WHAT YOU SHOULD DO: Pick out each line in these entries that contains the string "Calle".

GIVEN DATA:
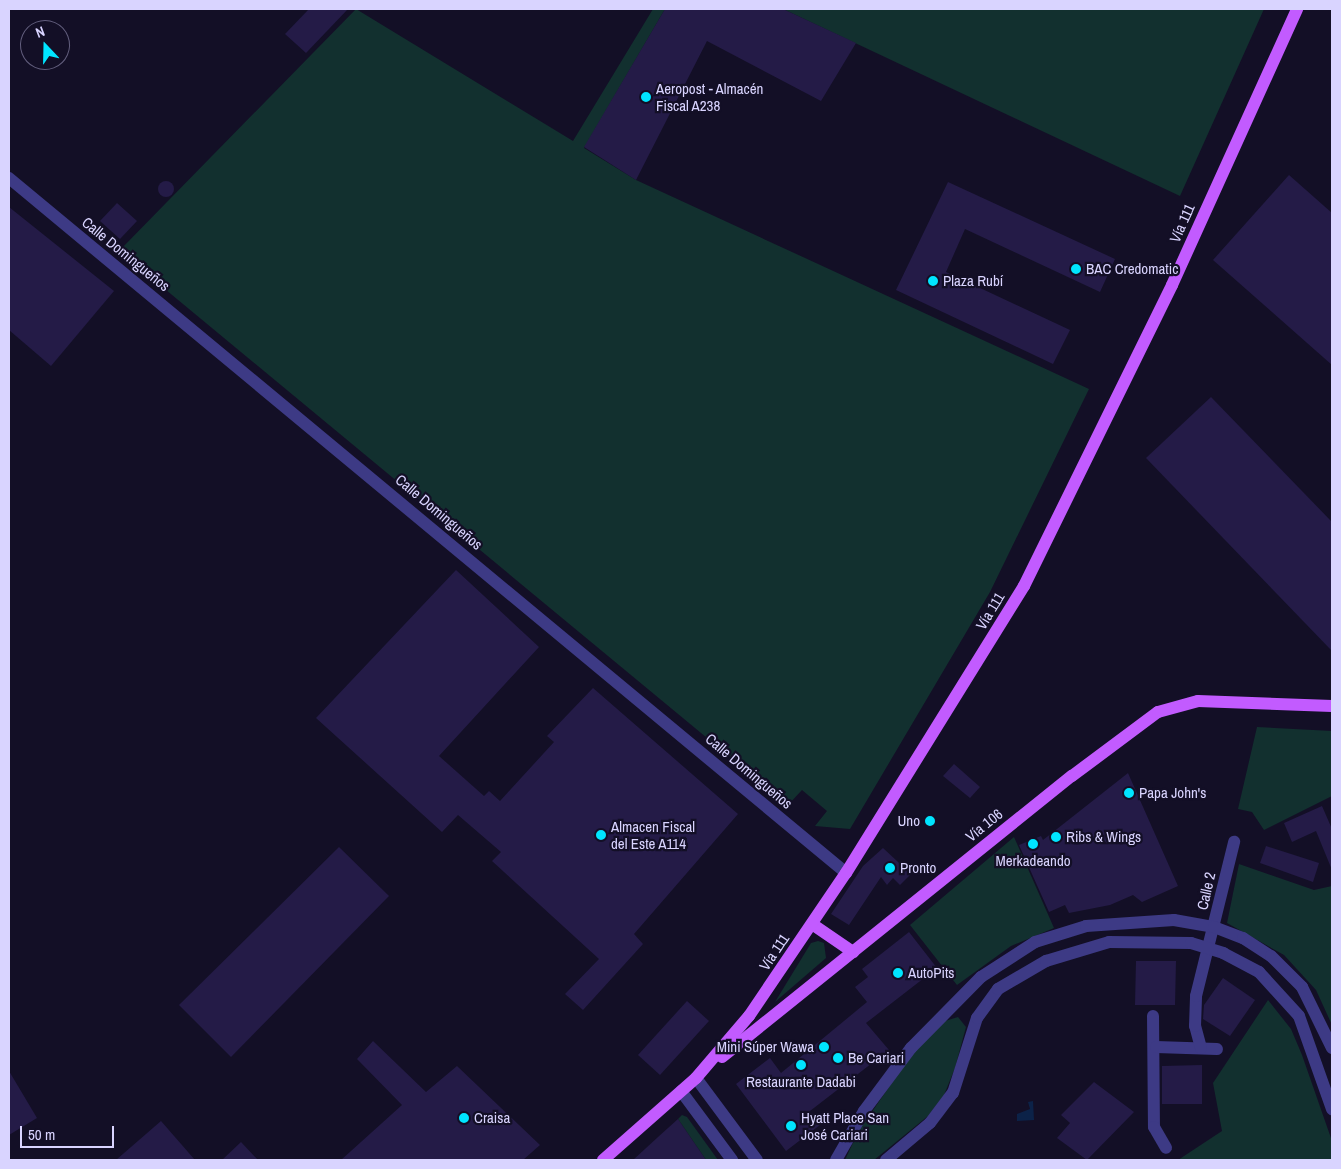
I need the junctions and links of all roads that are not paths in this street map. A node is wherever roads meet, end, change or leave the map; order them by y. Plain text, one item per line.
1 (1297, 9) edge
2 (9, 178) edge
3 (1332, 706) edge
4 (1234, 842) dead end
5 (846, 873) junction
6 (812, 924) junction
7 (1214, 927) junction
8 (1209, 948) junction
9 (853, 952) junction
10 (967, 993) junction
11 (984, 1006) junction
12 (1154, 1016) dead end
13 (1156, 1047) junction
14 (1201, 1048) junction
15 (1332, 1048) edge
16 (1217, 1049) dead end
17 (696, 1078) junction
18 (681, 1091) junction
19 (1332, 1109) edge
20 (1166, 1148) dead end
21 (603, 1160) edge
22 (732, 1160) edge
23 (756, 1160) edge
24 (836, 1160) edge
25 (886, 1160) edge

1 - 5 main road, Vía 111
2 - 5 street, Calle Domingueños
3 - 9 main road, Vía 106
4 - 7 street, Calle 2
5 - 6 main road, Vía 111
6 - 9 main road
6 - 17 main road, Vía 111
7 - 8 street, Calle 2
7 - 10 street
7 - 15 street
8 - 11 street
8 - 14 street, Calle 2
8 - 19 street
9 - 17 main road, Vía 106
10 - 11 street
10 - 24 street
11 - 25 street
12 - 13 street
13 - 14 street
13 - 20 street
14 - 16 street
17 - 18 main road, Vía 111
17 - 23 street
18 - 21 main road, Vía 111
18 - 22 street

RESULT OF THE EXERCISE:
2 - 5 street, Calle Domingueños
4 - 7 street, Calle 2
7 - 8 street, Calle 2
8 - 14 street, Calle 2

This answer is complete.